→ What to produce:
Look for "Format" in the records and copy every line that has it.

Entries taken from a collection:

Content starts

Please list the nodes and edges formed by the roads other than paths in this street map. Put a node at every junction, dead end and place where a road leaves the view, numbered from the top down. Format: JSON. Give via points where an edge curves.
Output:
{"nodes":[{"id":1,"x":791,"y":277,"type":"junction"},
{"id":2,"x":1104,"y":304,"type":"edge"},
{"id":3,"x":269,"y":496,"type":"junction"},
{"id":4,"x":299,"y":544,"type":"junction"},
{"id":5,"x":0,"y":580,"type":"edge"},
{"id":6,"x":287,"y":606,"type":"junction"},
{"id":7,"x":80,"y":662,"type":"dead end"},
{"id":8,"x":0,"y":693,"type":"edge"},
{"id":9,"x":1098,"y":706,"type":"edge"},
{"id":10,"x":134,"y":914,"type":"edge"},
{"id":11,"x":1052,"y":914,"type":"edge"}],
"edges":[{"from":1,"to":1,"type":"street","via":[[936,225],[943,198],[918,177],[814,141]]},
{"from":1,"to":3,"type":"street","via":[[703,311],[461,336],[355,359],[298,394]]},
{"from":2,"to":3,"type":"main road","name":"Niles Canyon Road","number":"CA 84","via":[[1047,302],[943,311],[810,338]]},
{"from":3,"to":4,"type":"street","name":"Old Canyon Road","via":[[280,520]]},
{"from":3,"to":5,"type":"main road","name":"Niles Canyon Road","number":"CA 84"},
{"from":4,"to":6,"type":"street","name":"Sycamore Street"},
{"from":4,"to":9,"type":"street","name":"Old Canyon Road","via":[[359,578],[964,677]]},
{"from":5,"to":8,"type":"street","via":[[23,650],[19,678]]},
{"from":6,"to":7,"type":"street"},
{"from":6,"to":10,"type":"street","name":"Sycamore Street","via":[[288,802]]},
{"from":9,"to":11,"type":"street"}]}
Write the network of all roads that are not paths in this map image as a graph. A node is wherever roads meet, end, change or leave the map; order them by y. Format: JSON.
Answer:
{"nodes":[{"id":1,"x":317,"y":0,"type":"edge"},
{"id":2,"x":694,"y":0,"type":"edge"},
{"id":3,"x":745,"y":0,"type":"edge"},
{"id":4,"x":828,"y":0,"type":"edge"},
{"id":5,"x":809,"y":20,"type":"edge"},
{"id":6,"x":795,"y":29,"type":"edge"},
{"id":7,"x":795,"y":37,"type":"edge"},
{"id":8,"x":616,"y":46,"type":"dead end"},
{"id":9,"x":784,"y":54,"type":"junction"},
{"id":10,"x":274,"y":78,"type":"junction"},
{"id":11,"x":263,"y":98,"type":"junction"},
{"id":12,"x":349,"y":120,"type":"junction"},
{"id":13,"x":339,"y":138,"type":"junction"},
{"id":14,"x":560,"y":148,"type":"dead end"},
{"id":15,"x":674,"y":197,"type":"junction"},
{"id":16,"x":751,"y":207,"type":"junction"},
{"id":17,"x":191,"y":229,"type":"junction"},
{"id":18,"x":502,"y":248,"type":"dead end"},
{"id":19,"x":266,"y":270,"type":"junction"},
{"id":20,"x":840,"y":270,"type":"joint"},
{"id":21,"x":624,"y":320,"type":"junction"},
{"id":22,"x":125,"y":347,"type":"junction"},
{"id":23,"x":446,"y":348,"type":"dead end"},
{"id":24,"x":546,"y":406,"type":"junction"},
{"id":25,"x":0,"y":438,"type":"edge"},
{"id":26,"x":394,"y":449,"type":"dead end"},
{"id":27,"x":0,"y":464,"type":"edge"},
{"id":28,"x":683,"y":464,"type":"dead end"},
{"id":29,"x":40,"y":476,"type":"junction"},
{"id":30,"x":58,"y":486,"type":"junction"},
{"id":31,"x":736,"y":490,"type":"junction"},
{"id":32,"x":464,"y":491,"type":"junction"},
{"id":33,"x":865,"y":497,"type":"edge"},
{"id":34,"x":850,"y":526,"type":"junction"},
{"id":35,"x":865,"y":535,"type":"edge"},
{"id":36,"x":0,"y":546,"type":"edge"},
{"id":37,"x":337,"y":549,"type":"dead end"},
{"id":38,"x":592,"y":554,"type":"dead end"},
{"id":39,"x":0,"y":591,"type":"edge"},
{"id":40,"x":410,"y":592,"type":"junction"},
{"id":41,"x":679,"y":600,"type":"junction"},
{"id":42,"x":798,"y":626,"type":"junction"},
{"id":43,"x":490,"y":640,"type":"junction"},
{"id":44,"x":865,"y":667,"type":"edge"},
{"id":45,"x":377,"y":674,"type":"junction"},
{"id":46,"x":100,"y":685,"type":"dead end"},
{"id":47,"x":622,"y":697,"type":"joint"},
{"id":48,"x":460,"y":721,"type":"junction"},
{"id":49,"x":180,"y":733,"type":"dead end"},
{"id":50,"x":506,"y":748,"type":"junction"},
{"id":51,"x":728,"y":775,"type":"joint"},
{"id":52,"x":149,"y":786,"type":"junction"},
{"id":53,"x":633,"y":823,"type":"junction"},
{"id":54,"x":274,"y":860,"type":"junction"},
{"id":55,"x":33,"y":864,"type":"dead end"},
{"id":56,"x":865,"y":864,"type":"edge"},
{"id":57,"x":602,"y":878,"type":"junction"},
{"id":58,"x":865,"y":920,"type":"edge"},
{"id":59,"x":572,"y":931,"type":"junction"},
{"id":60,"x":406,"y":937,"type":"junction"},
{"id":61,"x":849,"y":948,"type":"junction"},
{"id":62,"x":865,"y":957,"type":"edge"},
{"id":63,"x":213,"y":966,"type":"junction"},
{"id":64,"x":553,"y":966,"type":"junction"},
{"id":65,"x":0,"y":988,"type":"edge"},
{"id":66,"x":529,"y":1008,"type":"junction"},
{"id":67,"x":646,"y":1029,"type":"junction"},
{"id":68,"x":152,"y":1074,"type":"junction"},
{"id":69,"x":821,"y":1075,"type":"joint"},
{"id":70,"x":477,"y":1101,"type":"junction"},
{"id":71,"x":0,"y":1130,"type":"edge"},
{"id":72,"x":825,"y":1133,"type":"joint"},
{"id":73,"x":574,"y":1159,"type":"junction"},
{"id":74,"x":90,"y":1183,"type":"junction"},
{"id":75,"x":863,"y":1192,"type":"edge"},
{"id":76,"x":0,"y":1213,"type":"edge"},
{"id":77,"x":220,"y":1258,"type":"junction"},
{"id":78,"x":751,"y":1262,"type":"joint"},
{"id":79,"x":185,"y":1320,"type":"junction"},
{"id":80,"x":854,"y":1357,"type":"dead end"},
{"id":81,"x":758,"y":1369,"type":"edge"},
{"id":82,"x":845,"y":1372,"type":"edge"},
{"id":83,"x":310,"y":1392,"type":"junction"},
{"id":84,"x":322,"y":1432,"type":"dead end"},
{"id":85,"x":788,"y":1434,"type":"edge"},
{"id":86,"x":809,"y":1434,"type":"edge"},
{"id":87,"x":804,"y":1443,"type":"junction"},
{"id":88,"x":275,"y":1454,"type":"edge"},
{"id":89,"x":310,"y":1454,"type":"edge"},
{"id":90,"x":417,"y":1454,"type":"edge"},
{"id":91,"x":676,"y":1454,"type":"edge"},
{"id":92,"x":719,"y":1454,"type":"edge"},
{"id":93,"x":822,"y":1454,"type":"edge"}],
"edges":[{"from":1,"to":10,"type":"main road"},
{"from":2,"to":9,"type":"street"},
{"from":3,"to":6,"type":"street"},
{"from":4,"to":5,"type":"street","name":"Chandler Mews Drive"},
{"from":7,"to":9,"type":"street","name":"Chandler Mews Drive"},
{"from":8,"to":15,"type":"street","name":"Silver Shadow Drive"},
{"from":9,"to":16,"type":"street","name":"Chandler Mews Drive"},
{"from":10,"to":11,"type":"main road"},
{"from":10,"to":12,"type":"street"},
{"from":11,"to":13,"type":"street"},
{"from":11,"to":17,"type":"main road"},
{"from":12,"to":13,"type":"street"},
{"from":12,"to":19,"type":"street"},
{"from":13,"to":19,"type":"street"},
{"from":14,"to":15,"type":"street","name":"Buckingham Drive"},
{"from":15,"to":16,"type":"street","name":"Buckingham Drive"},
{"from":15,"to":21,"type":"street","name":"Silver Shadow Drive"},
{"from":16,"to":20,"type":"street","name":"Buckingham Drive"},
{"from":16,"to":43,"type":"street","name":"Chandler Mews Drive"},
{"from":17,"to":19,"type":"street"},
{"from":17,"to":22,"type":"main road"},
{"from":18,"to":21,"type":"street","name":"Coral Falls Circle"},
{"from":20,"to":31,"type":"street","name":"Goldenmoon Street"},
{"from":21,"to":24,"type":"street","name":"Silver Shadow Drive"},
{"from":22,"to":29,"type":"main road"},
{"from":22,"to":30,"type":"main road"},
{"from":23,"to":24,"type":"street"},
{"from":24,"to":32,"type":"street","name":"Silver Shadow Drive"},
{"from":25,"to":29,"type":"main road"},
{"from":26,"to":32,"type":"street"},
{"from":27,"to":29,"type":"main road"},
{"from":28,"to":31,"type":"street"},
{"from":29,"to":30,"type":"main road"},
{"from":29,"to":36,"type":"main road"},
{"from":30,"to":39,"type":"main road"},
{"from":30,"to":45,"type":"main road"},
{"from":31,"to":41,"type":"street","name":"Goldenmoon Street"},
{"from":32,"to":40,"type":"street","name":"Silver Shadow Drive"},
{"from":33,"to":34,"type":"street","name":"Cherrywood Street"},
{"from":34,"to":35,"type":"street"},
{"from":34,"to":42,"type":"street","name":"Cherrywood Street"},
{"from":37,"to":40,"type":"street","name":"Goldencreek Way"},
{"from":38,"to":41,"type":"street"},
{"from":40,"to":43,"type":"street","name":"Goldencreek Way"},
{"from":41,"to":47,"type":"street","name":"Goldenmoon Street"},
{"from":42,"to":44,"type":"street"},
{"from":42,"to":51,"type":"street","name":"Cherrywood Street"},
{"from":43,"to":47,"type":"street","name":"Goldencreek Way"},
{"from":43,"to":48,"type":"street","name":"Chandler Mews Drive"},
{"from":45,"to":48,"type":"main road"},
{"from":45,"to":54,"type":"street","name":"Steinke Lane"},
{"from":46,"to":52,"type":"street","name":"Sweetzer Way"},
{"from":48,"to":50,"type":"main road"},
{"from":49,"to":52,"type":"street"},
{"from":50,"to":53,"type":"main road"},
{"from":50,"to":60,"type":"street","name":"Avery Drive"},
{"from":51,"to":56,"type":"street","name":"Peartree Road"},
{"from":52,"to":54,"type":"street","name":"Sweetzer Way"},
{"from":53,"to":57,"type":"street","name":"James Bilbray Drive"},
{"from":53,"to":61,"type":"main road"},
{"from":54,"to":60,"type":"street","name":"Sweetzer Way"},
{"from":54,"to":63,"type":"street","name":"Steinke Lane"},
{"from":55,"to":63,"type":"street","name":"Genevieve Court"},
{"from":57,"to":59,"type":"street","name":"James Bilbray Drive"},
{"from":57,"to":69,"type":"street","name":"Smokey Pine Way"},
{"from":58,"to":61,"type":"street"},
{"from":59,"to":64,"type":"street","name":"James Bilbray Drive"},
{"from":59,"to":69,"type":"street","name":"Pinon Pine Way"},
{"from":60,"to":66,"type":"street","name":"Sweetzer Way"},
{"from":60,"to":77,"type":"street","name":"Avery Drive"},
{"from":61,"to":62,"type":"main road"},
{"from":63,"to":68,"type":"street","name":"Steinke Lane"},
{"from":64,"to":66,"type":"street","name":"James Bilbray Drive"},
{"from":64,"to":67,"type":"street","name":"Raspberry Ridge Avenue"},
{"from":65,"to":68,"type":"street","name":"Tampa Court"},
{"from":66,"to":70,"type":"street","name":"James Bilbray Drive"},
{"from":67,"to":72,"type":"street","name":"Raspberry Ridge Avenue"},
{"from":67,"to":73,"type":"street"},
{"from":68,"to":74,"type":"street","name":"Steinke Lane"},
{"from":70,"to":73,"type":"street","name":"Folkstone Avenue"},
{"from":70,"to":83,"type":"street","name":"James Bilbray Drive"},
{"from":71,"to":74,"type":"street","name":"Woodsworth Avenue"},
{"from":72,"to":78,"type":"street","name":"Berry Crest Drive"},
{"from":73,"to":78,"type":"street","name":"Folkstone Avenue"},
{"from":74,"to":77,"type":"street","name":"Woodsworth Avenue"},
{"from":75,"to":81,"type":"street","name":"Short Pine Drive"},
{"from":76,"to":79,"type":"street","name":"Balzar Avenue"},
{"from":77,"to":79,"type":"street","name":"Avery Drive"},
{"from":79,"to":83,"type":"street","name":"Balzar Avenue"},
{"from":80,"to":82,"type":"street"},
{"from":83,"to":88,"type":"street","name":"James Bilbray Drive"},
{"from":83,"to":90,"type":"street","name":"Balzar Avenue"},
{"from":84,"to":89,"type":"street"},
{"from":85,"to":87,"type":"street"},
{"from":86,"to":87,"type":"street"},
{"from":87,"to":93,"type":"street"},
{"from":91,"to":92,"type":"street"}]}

Content ends

→ Final answer:
Please list the nodes and edges formed by the roads other than paths in this street map. Put a node at every junction, dead end and place where a road leaves the view, numbered from the top down. Format: JSON. Give via points where an edge curves.
Write the network of all roads that are not paths in this map image as a graph. A node is wherever roads meet, end, change or leave the map; order them by y. Format: JSON.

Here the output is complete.